■ **TASK DIRECTIONS**
Verbatim transcription of the listing is needed.

━━━ DATA FOR THIS TASK ━━━

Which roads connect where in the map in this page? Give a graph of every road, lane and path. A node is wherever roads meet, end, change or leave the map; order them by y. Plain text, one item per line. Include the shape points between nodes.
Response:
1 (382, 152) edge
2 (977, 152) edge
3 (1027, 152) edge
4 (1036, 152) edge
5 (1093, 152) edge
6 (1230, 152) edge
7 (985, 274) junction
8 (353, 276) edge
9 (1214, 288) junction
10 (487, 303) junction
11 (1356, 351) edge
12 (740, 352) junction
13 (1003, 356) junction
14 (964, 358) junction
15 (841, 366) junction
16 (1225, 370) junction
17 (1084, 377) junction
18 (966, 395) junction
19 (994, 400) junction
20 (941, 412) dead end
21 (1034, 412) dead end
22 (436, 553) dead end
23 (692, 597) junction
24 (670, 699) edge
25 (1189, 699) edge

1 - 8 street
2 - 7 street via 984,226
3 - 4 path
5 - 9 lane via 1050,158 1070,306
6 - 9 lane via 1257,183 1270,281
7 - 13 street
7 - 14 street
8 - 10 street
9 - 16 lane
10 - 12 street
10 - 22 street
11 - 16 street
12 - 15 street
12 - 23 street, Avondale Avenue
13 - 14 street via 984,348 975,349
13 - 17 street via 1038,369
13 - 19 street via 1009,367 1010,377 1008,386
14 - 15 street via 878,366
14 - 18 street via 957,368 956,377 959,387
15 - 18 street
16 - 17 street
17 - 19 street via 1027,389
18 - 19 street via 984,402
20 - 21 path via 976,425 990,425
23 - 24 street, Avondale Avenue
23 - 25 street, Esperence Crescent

━━━

■ **RESULT FOR THIS EXERCISE**
Which roads connect where in the map in this page? Give a graph of every road, lane and path. A node is wherever roads meet, end, change or leave the map; order them by y. Plain text, one item per line. Include the shape points between nodes.
Response:
1 (382, 152) edge
2 (977, 152) edge
3 (1027, 152) edge
4 (1036, 152) edge
5 (1093, 152) edge
6 (1230, 152) edge
7 (985, 274) junction
8 (353, 276) edge
9 (1214, 288) junction
10 (487, 303) junction
11 (1356, 351) edge
12 (740, 352) junction
13 (1003, 356) junction
14 (964, 358) junction
15 (841, 366) junction
16 (1225, 370) junction
17 (1084, 377) junction
18 (966, 395) junction
19 (994, 400) junction
20 (941, 412) dead end
21 (1034, 412) dead end
22 (436, 553) dead end
23 (692, 597) junction
24 (670, 699) edge
25 (1189, 699) edge

1 - 8 street
2 - 7 street via 984,226
3 - 4 path
5 - 9 lane via 1050,158 1070,306
6 - 9 lane via 1257,183 1270,281
7 - 13 street
7 - 14 street
8 - 10 street
9 - 16 lane
10 - 12 street
10 - 22 street
11 - 16 street
12 - 15 street
12 - 23 street, Avondale Avenue
13 - 14 street via 984,348 975,349
13 - 17 street via 1038,369
13 - 19 street via 1009,367 1010,377 1008,386
14 - 15 street via 878,366
14 - 18 street via 957,368 956,377 959,387
15 - 18 street
16 - 17 street
17 - 19 street via 1027,389
18 - 19 street via 984,402
20 - 21 path via 976,425 990,425
23 - 24 street, Avondale Avenue
23 - 25 street, Esperence Crescent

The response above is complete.